Objective: We describe the design, implementation, and validation of an online, publicly available tool to algorithmically triage patients experiencing severe acute respiratory syndrome coronavirus (SARS-CoV-2)-like symptoms.
Methods: We conducted a chart review of patients who completed the triage tool and subsequently contacted our institution's phone triage hotline to assess tool- and clinician-assigned triage codes, patient demographics, SARS-CoV-2 (COVID-19) test data, and health care utilization in the 30 days post-encounter. We calculated the percentage of concordance between tool- and clinician-assigned triage categories, down-triage (clinician assigning a less severe category than the triage tool), and up-triage (clinician assigning a more severe category than the triage tool) instances.

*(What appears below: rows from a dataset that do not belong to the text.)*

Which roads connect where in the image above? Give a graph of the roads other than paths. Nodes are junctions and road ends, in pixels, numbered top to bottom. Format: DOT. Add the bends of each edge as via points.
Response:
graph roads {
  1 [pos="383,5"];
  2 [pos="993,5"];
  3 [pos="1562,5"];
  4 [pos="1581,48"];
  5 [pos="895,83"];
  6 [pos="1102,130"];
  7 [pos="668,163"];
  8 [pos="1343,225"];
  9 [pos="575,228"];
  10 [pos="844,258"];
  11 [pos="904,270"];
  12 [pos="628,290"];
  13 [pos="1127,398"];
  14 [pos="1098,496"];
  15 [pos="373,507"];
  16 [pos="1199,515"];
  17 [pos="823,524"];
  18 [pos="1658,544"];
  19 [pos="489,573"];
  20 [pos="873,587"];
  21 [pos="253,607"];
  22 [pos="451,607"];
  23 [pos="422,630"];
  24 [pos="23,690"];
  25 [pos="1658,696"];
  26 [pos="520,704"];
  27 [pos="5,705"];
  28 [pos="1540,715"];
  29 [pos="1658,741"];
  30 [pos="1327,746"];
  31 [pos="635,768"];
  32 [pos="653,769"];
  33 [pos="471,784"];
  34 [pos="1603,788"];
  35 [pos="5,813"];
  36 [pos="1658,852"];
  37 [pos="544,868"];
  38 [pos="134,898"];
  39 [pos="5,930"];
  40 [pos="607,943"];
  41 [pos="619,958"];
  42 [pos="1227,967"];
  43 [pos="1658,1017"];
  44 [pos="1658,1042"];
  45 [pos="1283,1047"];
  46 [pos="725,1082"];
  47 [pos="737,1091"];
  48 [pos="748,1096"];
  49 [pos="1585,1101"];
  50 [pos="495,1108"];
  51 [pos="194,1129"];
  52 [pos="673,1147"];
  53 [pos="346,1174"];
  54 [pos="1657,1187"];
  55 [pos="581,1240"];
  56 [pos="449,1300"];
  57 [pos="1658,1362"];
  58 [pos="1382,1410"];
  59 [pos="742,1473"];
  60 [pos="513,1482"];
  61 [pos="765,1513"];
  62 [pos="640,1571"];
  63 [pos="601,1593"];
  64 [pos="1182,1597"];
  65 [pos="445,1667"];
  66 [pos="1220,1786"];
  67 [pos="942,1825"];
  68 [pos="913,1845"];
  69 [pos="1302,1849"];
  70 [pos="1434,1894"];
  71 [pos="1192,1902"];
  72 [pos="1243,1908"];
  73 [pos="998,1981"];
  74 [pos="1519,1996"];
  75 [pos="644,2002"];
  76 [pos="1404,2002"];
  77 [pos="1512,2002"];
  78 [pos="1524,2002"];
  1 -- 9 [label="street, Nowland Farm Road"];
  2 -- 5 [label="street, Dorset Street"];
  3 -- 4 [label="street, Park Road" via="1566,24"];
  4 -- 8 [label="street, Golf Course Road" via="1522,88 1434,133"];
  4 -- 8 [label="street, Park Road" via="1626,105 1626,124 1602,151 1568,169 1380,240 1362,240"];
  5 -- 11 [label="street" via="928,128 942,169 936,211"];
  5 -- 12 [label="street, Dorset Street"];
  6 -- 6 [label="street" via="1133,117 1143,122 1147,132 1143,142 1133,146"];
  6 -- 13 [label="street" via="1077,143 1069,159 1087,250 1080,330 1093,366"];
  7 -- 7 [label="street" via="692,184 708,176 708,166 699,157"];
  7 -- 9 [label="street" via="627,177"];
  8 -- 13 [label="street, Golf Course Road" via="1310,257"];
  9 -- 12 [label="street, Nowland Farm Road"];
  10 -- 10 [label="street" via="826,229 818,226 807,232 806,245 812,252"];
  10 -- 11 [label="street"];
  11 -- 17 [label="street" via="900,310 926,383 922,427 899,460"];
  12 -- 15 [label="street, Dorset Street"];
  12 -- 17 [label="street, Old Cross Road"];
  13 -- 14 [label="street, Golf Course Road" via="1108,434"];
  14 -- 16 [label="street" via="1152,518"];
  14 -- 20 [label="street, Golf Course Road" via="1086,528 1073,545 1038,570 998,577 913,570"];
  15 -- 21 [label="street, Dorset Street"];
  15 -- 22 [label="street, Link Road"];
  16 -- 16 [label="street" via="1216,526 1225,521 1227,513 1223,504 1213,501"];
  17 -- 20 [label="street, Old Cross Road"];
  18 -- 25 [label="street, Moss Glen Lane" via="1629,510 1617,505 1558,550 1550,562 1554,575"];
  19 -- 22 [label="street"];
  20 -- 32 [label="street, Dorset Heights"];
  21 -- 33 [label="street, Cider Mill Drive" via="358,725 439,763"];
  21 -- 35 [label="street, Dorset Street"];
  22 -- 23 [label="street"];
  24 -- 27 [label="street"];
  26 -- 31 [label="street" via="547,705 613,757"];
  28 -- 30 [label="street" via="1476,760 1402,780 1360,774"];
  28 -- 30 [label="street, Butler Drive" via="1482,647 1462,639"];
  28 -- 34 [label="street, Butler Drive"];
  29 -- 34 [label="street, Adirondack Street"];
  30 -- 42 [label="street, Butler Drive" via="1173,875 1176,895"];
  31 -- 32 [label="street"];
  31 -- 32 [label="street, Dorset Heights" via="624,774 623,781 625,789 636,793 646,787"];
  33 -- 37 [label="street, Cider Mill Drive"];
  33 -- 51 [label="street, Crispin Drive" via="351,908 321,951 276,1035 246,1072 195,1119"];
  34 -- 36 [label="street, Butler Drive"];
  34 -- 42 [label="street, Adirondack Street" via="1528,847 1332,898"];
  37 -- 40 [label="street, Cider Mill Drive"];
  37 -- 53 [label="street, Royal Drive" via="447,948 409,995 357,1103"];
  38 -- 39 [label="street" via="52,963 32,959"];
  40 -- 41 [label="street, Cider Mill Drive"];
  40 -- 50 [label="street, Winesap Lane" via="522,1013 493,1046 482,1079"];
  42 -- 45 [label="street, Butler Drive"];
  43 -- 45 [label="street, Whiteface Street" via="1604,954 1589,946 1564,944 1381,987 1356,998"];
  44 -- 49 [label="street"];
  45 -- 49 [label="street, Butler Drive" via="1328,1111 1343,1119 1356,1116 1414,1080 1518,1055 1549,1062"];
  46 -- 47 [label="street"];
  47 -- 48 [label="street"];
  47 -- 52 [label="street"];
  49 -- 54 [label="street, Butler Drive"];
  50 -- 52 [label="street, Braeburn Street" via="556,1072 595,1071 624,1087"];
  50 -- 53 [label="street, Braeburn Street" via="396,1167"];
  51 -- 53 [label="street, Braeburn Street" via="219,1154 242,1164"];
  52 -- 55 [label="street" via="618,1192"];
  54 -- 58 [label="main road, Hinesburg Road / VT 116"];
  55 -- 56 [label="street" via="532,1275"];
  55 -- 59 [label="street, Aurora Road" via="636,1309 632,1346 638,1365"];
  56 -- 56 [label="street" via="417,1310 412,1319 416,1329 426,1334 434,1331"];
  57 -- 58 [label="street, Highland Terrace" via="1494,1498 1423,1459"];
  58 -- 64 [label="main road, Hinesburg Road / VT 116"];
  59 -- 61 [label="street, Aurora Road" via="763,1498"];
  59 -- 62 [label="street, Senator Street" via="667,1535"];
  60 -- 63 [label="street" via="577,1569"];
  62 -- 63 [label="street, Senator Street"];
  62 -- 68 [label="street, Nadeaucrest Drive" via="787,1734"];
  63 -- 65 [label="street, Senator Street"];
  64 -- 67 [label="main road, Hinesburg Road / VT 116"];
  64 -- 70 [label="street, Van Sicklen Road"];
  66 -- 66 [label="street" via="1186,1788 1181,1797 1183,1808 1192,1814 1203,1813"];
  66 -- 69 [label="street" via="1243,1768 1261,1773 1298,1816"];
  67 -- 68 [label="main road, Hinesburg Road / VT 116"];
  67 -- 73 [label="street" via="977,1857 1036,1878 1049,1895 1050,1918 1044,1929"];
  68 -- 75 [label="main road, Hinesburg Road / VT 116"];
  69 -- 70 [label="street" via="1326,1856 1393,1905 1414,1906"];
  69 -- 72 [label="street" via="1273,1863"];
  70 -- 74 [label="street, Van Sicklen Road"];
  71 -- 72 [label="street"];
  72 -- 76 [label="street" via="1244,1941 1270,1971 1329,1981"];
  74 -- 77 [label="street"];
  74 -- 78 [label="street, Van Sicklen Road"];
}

Results: From May 4, 2020 through January 31, 2021, the triage tool was completed 30,321 times by 20,930 unique patients. Of those 30,321 triage tool completions, 51.7% were assessed by the triage tool to be asymptomatic, 15.6% low severity, 21.7% moderate severity, and 11.0% high severity. The concordance rate, where the triage tool and clinician assigned the same clinical severity, was 29.2%. The down-triage rate was 70.1%. Only six patients were up-triaged by the clinician. 72.1% received a COVID-19 test administered by our health care system within 14 days of their encounter, with a positivity rate of 14.7%.
Conclusion: The design, pilot, and validation analysis in this study show that this COVID-19 triage tool can safely triage patients when compared with clinician triage personnel. This work may signal opportunities for automated triage of patients for conditions beyond COVID-19 to improve patient experience by enabling self-service, on-demand, 24/7 triage access.